■ **REQUIREMENT**: Scan the entries below and count the lines holding the string "edge". Supply only the number.
☆ ☆ ☆
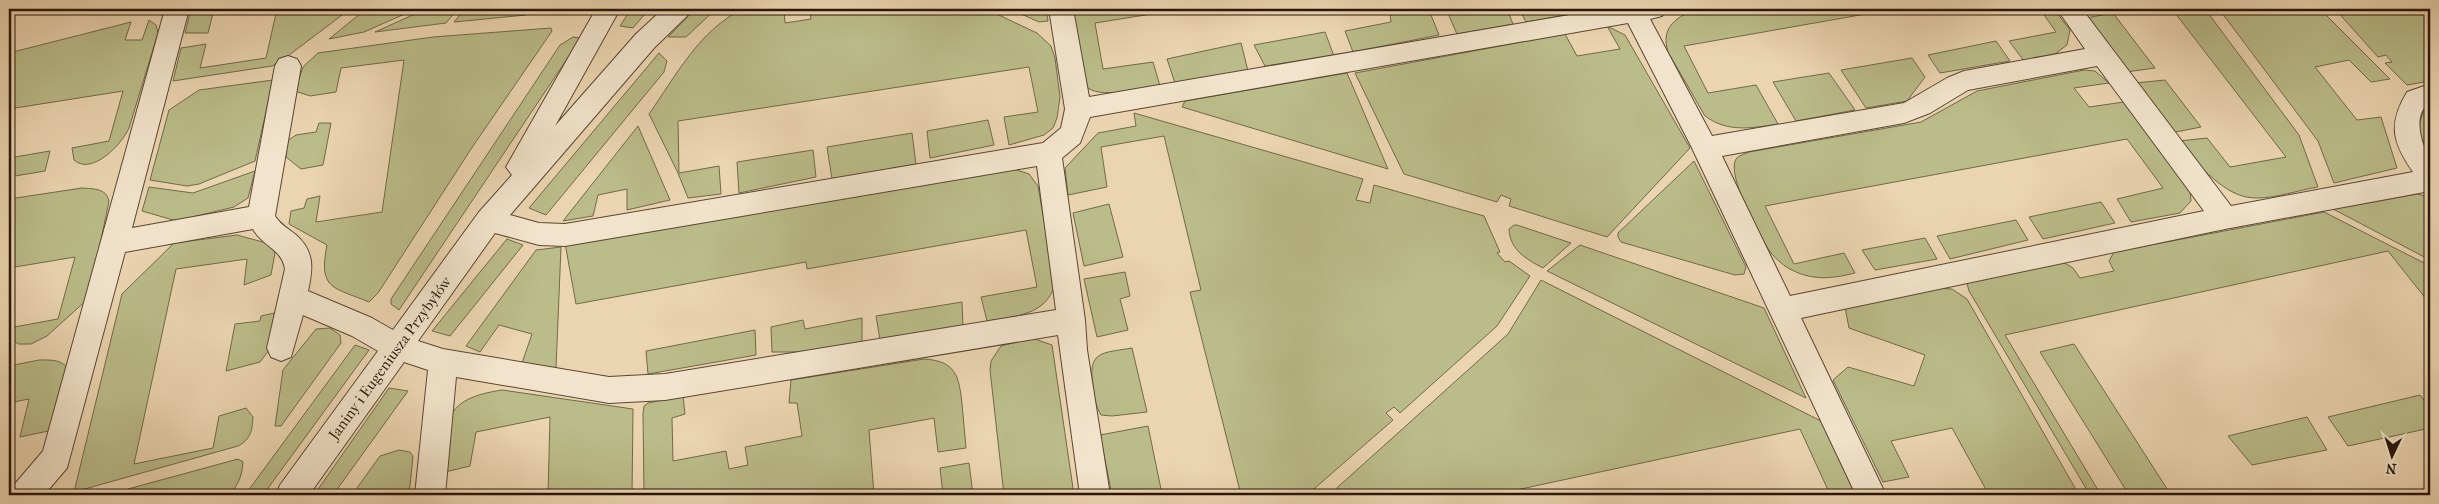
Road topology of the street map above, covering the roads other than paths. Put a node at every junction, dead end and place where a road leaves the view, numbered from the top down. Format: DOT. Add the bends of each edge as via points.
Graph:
graph roads {
  1 [pos="177,9"];
  2 [pos="617,9"];
  3 [pos="663,9"];
  4 [pos="678,9"];
  5 [pos="1061,9"];
  6 [pos="2069,9"];
  7 [pos="1644,11"];
  8 [pos="603,19"];
  9 [pos="645,41"];
  10 [pos="2104,55"];
  11 [pos="288,66"];
  12 [pos="2430,94"];
  13 [pos="1078,109"];
  14 [pos="1705,148"];
  15 [pos="1048,153"];
  16 [pos="2430,174"];
  17 [pos="2430,180"];
  18 [pos="261,216"];
  19 [pos="2225,218"];
  20 [pos="489,220"];
  21 [pos="114,243"];
  22 [pos="293,298"];
  23 [pos="1781,310"];
  24 [pos="1071,320"];
  25 [pos="398,347"];
  26 [pos="281,348"];
  27 [pos="443,362"];
  28 [pos="25,495"];
  29 [pos="291,495"];
  30 [pos="430,495"];
  31 [pos="1095,495"];
  32 [pos="1870,495"];
  1 -- 21 [label="street"];
  2 -- 8 [label="street, Janiny i Eugeniusza Przybyłów"];
  3 -- 9 [label="street, Janiny i Eugeniusza Przybyłów"];
  4 -- 9 [label="street, Janiny i Eugeniusza Przybyłów"];
  5 -- 13 [label="street"];
  6 -- 10 [label="street"];
  7 -- 13 [label="street"];
  7 -- 14 [label="street"];
  8 -- 20 [label="street, Janiny i Eugeniusza Przybyłów"];
  9 -- 20 [label="street, Janiny i Eugeniusza Przybyłów"];
  10 -- 14 [label="street" via="1964,81 1948,88 1926,106 1904,113"];
  10 -- 19 [label="street"];
  11 -- 18 [label="street"];
  12 -- 16 [label="street" via="2416,99 2410,107 2406,125 2407,138 2417,160"];
  13 -- 15 [label="street" via="1078,120 1070,138"];
  14 -- 23 [label="street"];
  15 -- 20 [label="street" via="565,235 539,234"];
  15 -- 24 [label="street"];
  17 -- 19 [label="street"];
  18 -- 21 [label="street"];
  18 -- 22 [label="street" via="264,225 287,242 298,256"];
  19 -- 23 [label="street"];
  20 -- 25 [label="street, Janiny i Eugeniusza Przybyłów"];
  21 -- 28 [label="street" via="56,458"];
  22 -- 25 [label="street" via="362,327"];
  22 -- 26 [label="street"];
  23 -- 32 [label="street"];
  24 -- 27 [label="street" via="664,387 609,390"];
  24 -- 31 [label="street" via="1075,368"];
  25 -- 27 [label="street"];
  25 -- 29 [label="street, Janiny i Eugeniusza Przybyłów"];
  27 -- 30 [label="street"];
}
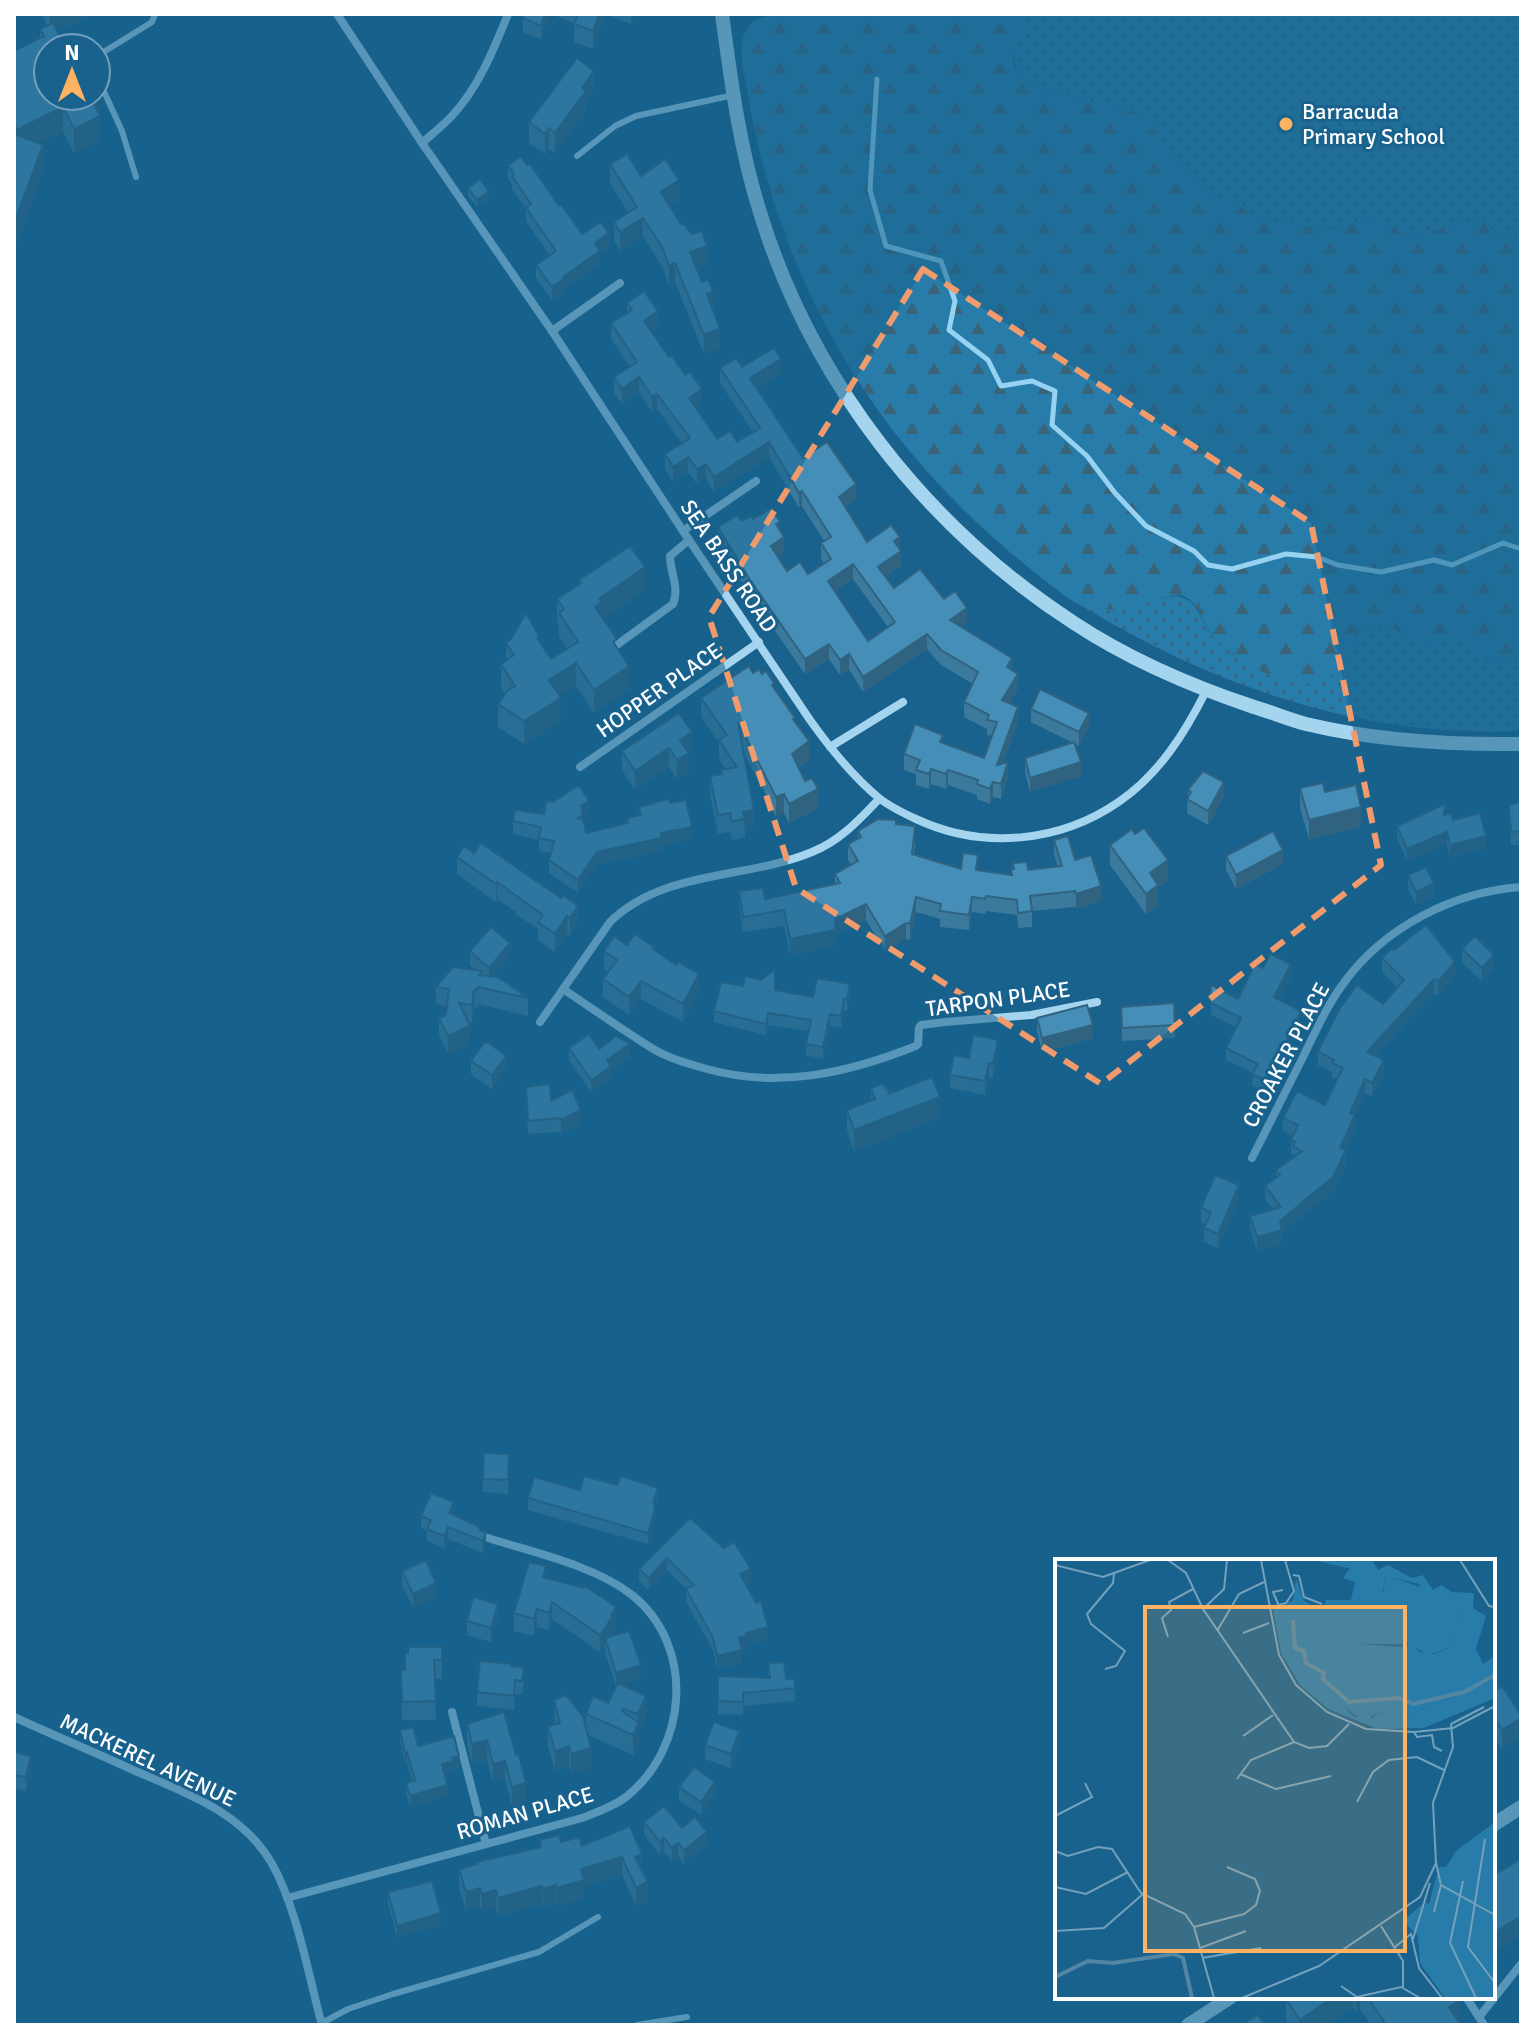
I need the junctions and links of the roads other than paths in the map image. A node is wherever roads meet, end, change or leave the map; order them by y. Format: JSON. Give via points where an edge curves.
☆ ☆ ☆
■ **RESPONSE**: 2